Dizem que um dia a cada sete anos surge uma ala sobrenatural no zoológico de São Paulo. Nela há apenas um animal: o boto-cor-de-rosa. Nesse dia o boto escolhe uma jovem donzela que visite o zoológico e a leva para a ala oculta, com malemolência e palavras macias a seduz e a engravida. Foi o que aconteceu com a graciosa Aninha no ano de 1988.

Outros dizem que, naquele ano, Ana foi excursionar na Floresta Amazônica, e ao nadar com os botos no Rio Negro engravidou sem nem perceber. Outros ainda, mais céticos e sem compaixão, dizem que seu Gervásio era muito ingênuo por acreditar que sua filha havia engravidado do boto em pleno século XX. O pai era o Paulinho da rua de cima, sujeito que não presta, sedutor barato, ou então outro alguém da viagem à Manaus, talvez um índio ou local – daí veio o tom de pele moreno e o cabelo escorrido do pequeno Betinho.

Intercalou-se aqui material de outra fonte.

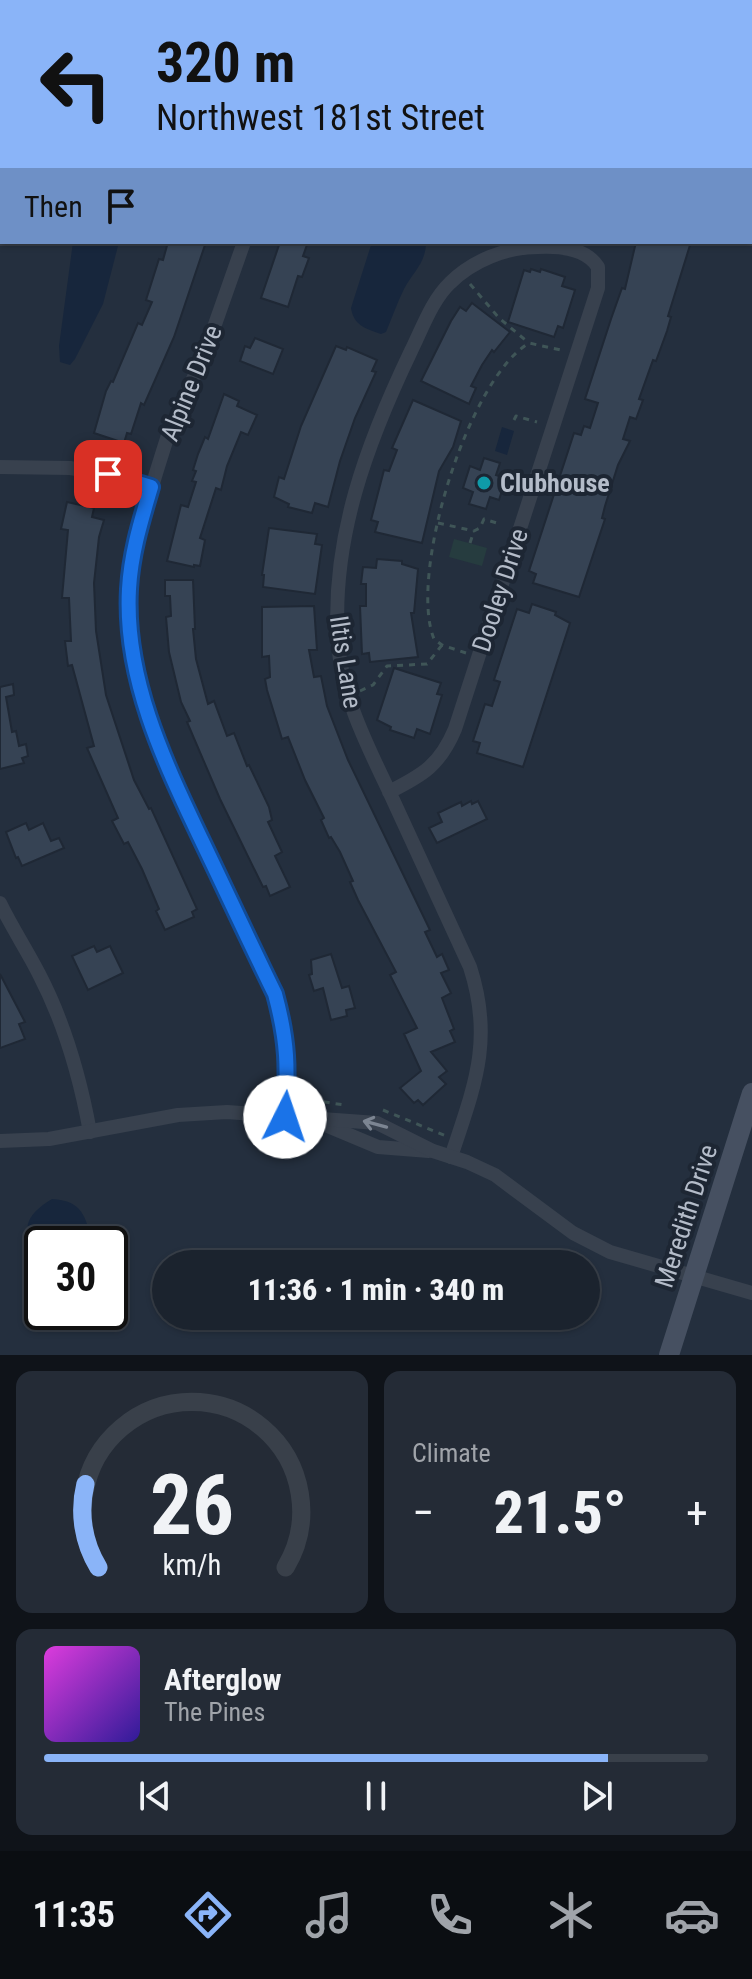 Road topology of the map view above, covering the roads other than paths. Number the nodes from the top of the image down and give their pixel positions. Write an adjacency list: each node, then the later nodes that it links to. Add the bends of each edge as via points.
1 (243, 244): 4 (street, Alpine Drive)
2 (564, 245): 5 (street, Dooley Drive, via 594,261 598,288 455,729 438,761); 5 (street, Iltis Lane, via 488,258 447,285 377,424 360,474 339,560 338,645 353,713)
3 (0, 467): 4 (street, via 70,468)
4 (151, 487): 8 (street, Alpine Drive, via 133,549 129,592 138,677 168,770 275,994 288,1063)
5 (389, 792): 13 (street, Iltis Lane, via 470,967 480,1003 477,1071)
6 (0, 903): 10 (street, via 66,1033)
7 (752, 1093): 14 (street, Meredith Drive)
8 (285, 1117): 9 (street); 10 (street, via 178,1115)
9 (311, 1120): 12 (street, via 378,1147); 12 (street, one-way to 9, via 377,1123)
10 (90, 1132): 11 (street)
11 (0, 1141)
12 (433, 1151): 13 (street)
13 (451, 1157): 14 (street, via 495,1175 573,1233 610,1252)
14 (694, 1275): 15 (street); 16 (street, Meredith Drive)
15 (752, 1293)
16 (669, 1355) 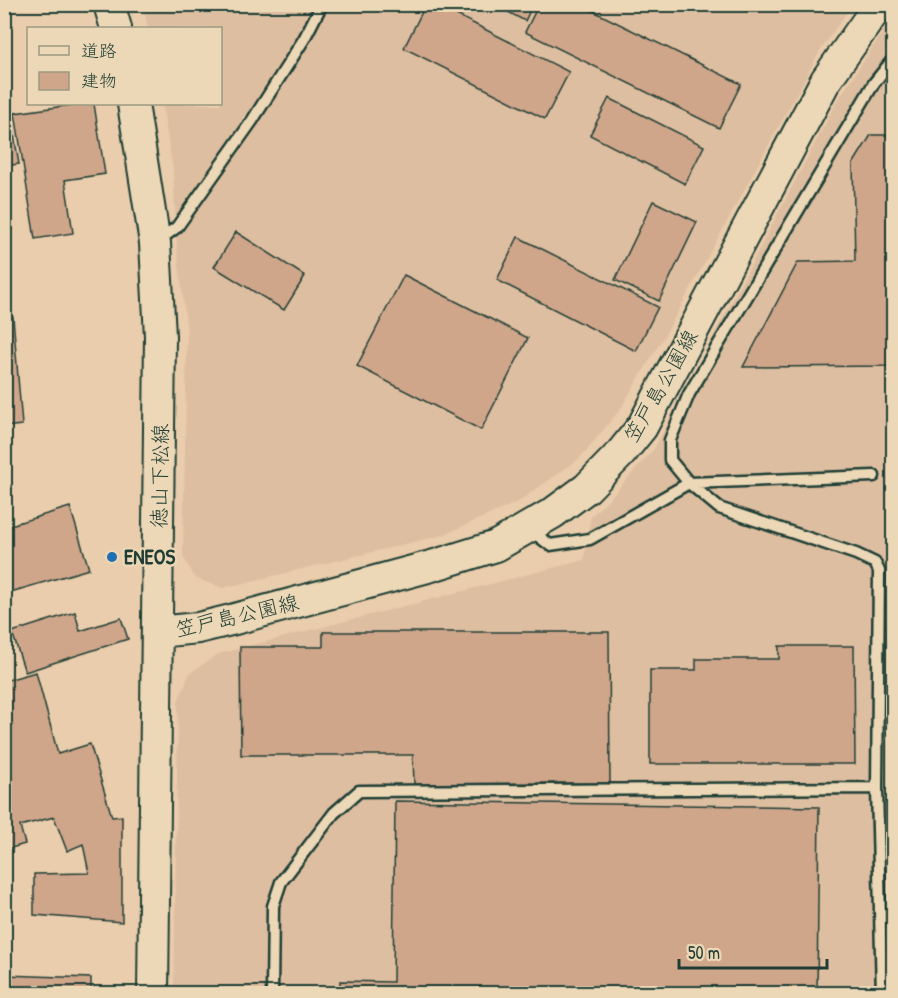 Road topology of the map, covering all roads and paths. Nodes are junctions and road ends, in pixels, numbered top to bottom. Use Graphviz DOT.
graph roads {
  1 [pos="109,4"];
  2 [pos="322,4"];
  3 [pos="882,4"];
  4 [pos="116,27"];
  5 [pos="894,58"];
  6 [pos="133,105"];
  7 [pos="156,243"];
  8 [pos="874,476"];
  9 [pos="689,483"];
  10 [pos="527,528"];
  11 [pos="157,633"];
  12 [pos="877,788"];
  13 [pos="153,993"];
  14 [pos="272,993"];
  15 [pos="882,993"];
  1 -- 4 [label="main road"];
  2 -- 7 [label="lane"];
  3 -- 10 [label="main road, 笠戸島公園線"];
  5 -- 9 [label="lane"];
  6 -- 7 [label="main road, 徳山下松線"];
  7 -- 11 [label="main road, 徳山下松線"];
  8 -- 9 [label="lane"];
  9 -- 10 [label="lane"];
  9 -- 12 [label="lane"];
  10 -- 11 [label="main road, 笠戸島公園線"];
  11 -- 13 [label="main road, 徳山下松線"];
  12 -- 14 [label="lane"];
  12 -- 15 [label="lane"];
} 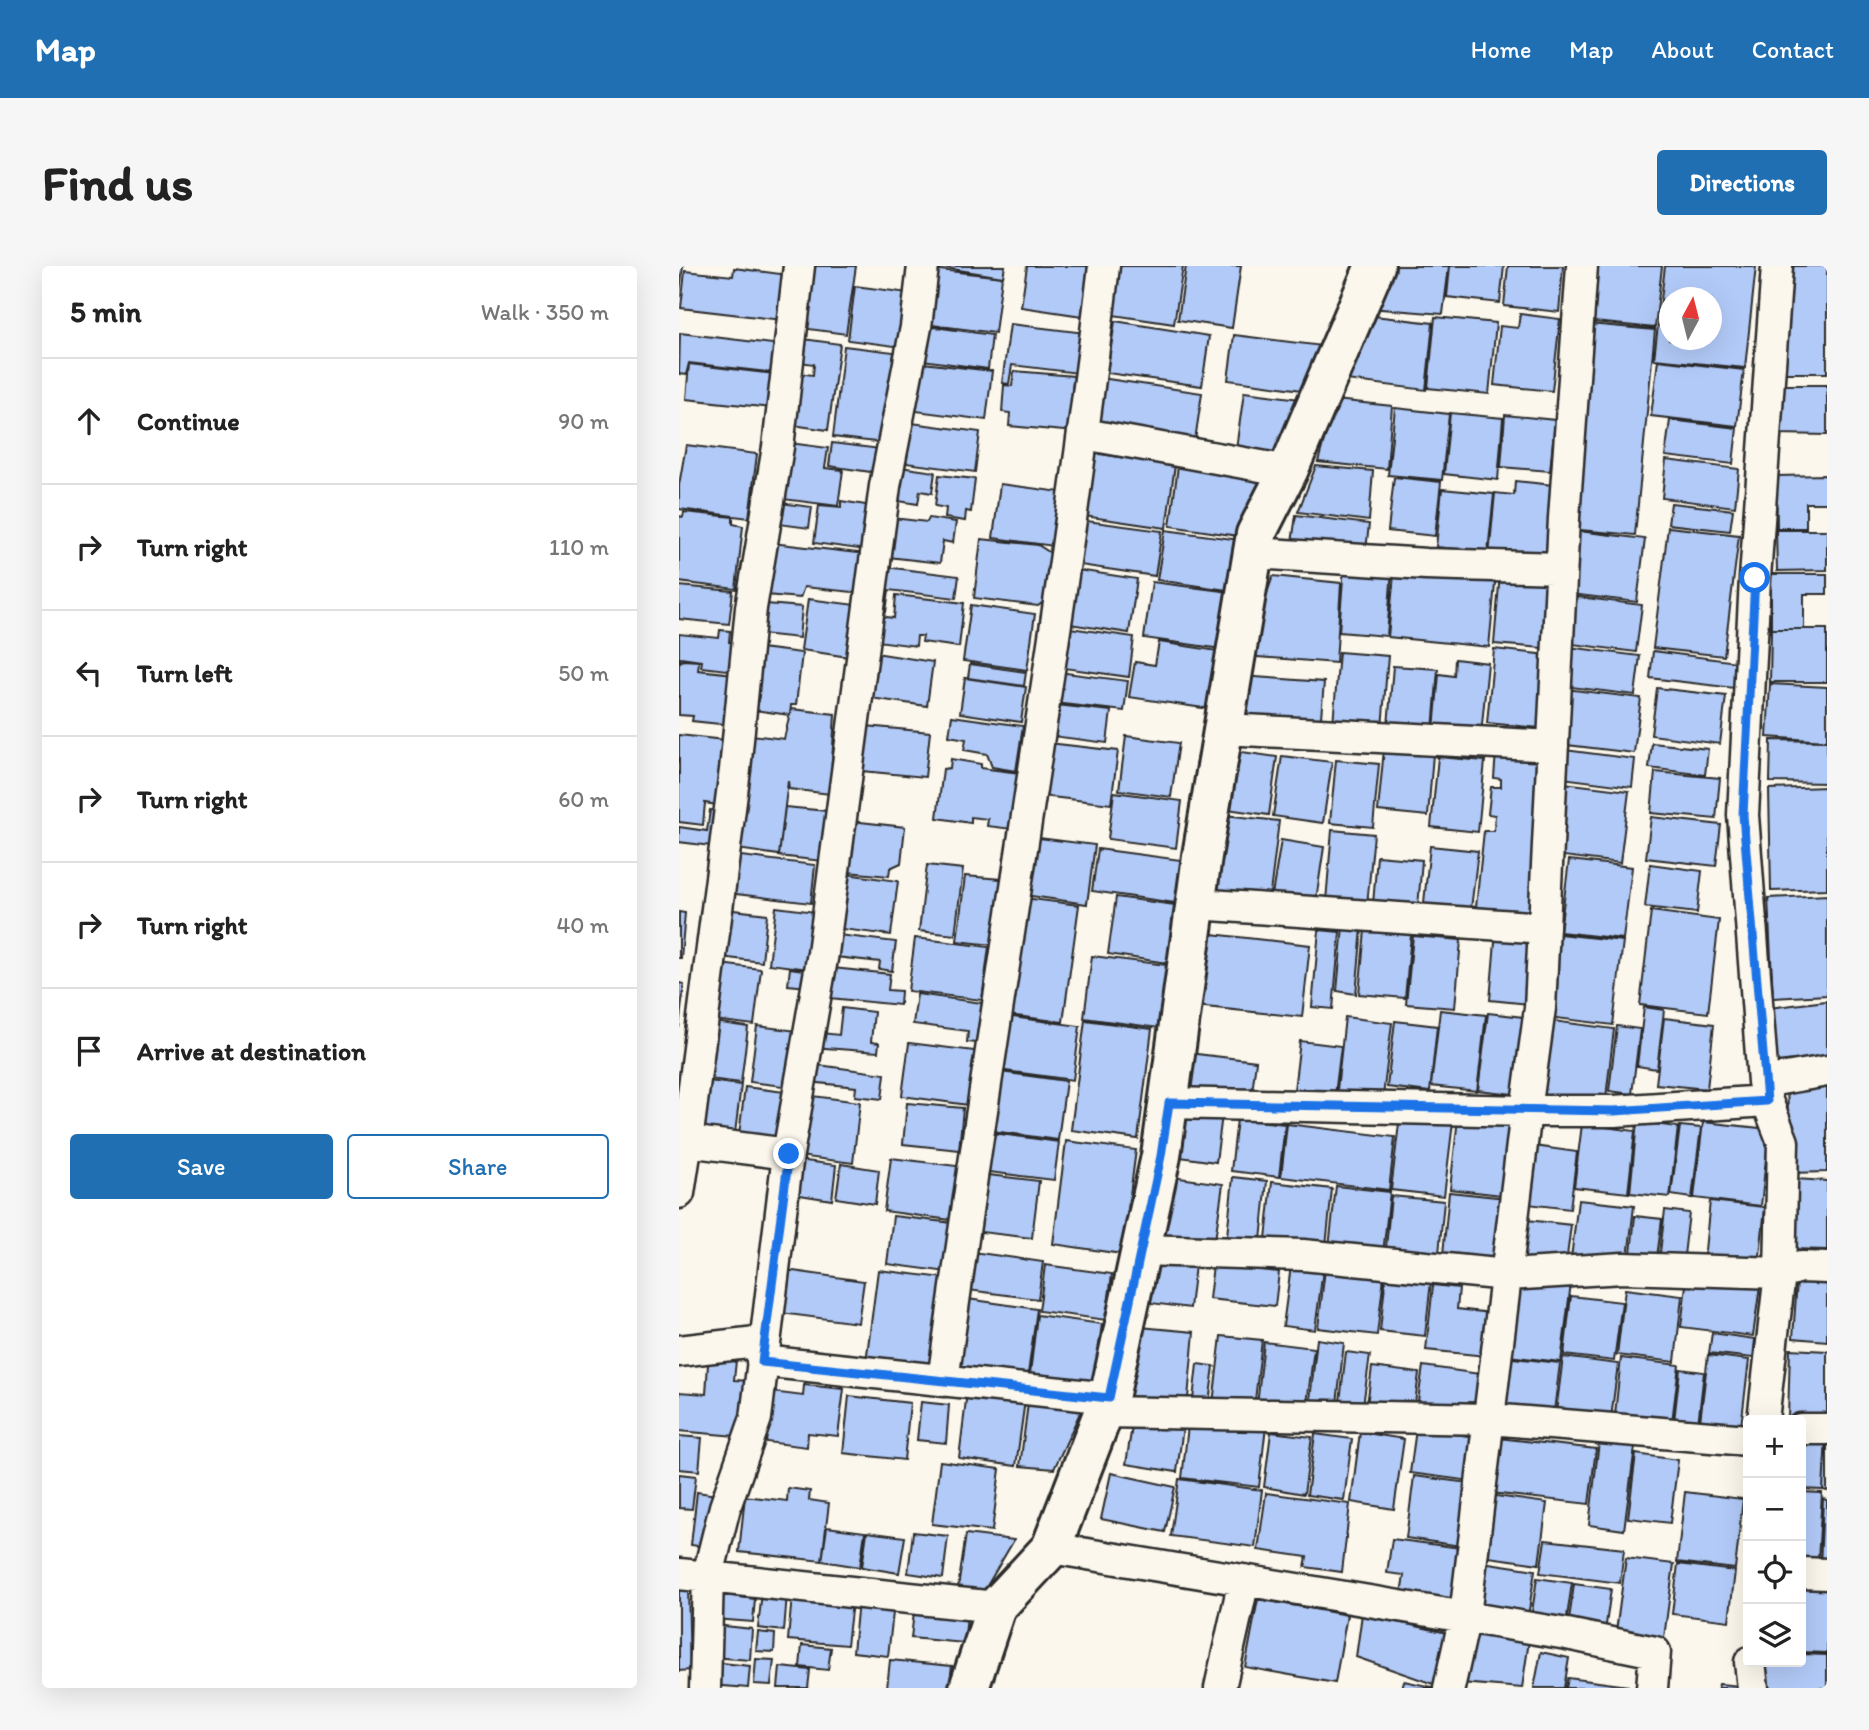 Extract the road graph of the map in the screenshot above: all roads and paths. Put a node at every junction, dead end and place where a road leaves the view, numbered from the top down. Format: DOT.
graph roads {
  1 [pos="799,266"];
  2 [pos="923,266"];
  3 [pos="1104,266"];
  4 [pos="1375,266"];
  5 [pos="1582,266"];
  6 [pos="1777,266"];
  7 [pos="1084,435"];
  8 [pos="1288,471"];
  9 [pos="1254,553"];
  10 [pos="1561,568"];
  11 [pos="1224,729"];
  12 [pos="1553,746"];
  13 [pos="1196,904"];
  14 [pos="1544,928"];
  15 [pos="1827,1071"];
  16 [pos="1765,1092"];
  17 [pos="1169,1103"];
  18 [pos="1526,1111"];
  19 [pos="687,1141"];
  20 [pos="789,1154"];
  21 [pos="679,1193"];
  22 [pos="1141,1250"];
  23 [pos="1827,1268"];
  24 [pos="1780,1273"];
  25 [pos="1507,1275"];
  26 [pos="679,1351"];
  27 [pos="763,1351"];
  28 [pos="943,1381"];
  29 [pos="1107,1405"];
  30 [pos="1764,1415"];
  31 [pos="1490,1419"];
  32 [pos="1806,1429"];
  33 [pos="1827,1429"];
  34 [pos="1743,1440"];
  35 [pos="1051,1548"];
  36 [pos="1806,1573"];
  37 [pos="693,1574"];
  38 [pos="1827,1574"];
  39 [pos="1244,1580"];
  40 [pos="996,1607"];
  41 [pos="1465,1616"];
  42 [pos="1751,1667"];
  43 [pos="705,1688"];
  44 [pos="969,1688"];
  45 [pos="1220,1688"];
  46 [pos="1449,1688"];
  47 [pos="1652,1688"];
  48 [pos="1753,1688"];
  1 -- 19 [label="street"];
  2 -- 20 [label="street"];
  3 -- 7 [label="street"];
  4 -- 8 [label="main road"];
  5 -- 10 [label="street"];
  6 -- 16 [label="street"];
  7 -- 8 [label="street"];
  7 -- 28 [label="street"];
  8 -- 9 [label="main road"];
  9 -- 10 [label="street"];
  9 -- 11 [label="main road"];
  10 -- 12 [label="street"];
  11 -- 12 [label="street"];
  11 -- 13 [label="main road"];
  12 -- 14 [label="street"];
  13 -- 14 [label="street"];
  13 -- 17 [label="main road"];
  14 -- 18 [label="street"];
  15 -- 16 [label="street"];
  16 -- 18 [label="street"];
  16 -- 24 [label="street"];
  17 -- 18 [label="street"];
  17 -- 22 [label="main road"];
  18 -- 25 [label="street"];
  19 -- 20 [label="street"];
  19 -- 21 [label="street"];
  20 -- 27 [label="street"];
  22 -- 25 [label="street"];
  22 -- 29 [label="main road"];
  23 -- 24 [label="street"];
  24 -- 25 [label="street"];
  24 -- 30 [label="street"];
  25 -- 31 [label="street"];
  26 -- 27 [label="street"];
  27 -- 28 [label="street"];
  27 -- 37 [label="street"];
  28 -- 29 [label="street"];
  29 -- 31 [label="street"];
  29 -- 35 [label="main road"];
  31 -- 34 [label="street"];
  31 -- 41 [label="street"];
  32 -- 33 [label="street"];
  35 -- 39 [label="street"];
  35 -- 40 [label="main road"];
  36 -- 38 [label="street"];
  37 -- 40 [label="street"];
  37 -- 43 [label="street"];
  39 -- 41 [label="street"];
  39 -- 45 [label="street"];
  40 -- 44 [label="main road"];
  41 -- 46 [label="street"];
  41 -- 47 [label="street"];
  42 -- 48 [label="street"];
}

Beto cresceu e teve uma juventude que muitos diriam bem sucedida: muitos amigos, facilidade de lidar com os professores e principalmente com as garotas de sua turma. Era um sedutor nato. Para ele as coisas simplesmente aconteciam, sem esforço consciente. Aos dezoito anos lhe foi dada a revelação. Já não era mais possível lhe esconder a verdade sobre a sua origem. Era sim filho do boto e estava cada vez mais evidente que havia puxado ao pai.

Desde então Beto nunca mais foi o mesmo rapaz alegre dos seus dias de mocidade. Percebeu que embora pudesse ter qualquer mulher que quisesse, nunca as teria de verdade – pois lhe era impossível se apegar a qualquer uma delas. O mesmo podia ser dito delas – tão logo o dia seguinte amanheça, elas sempre se vão sem lembrar quem é o boto. Beto sem saber se era ele ou elas quem desapareciam já estava a ponto de desistir quando conheceu aquele rapaz misterioso que era conhecido por ninguém como o Mágico da Taberna.

Antes de tudo fiquem cientes que o Mágico da Taberna é provavelmente o melhor e pior ilusionista que este mundo já teve ou terá. Seu poder é inigualável a qualquer mágico, seja o famoso da televisão, seja o que passa a noite fazendo truques em locais públicos. Basta quinze minutos de conversa com o Mágico da Taberna para que a pessoa acredite em tudo e qualquer coisa que seja dita ou imaginada por ele. O jovem é capaz de criar mundos com suas palavras e aprisionar qualquer pessoa neles. Não há truques, nem objetos, nem ilusões de ótica – tudo é sentido como real apenas ao ouvir suas palavras. Todavia ele é completamente incapaz de manter uma conversa com alguém por mais de quinze minutos – cinco minutos provavelmente é seu recorde. Sua timidez e inaptidão social o relegam a ser um mágico com poderes somente conhecidos por si mesmo. Ao menos até aquele dia…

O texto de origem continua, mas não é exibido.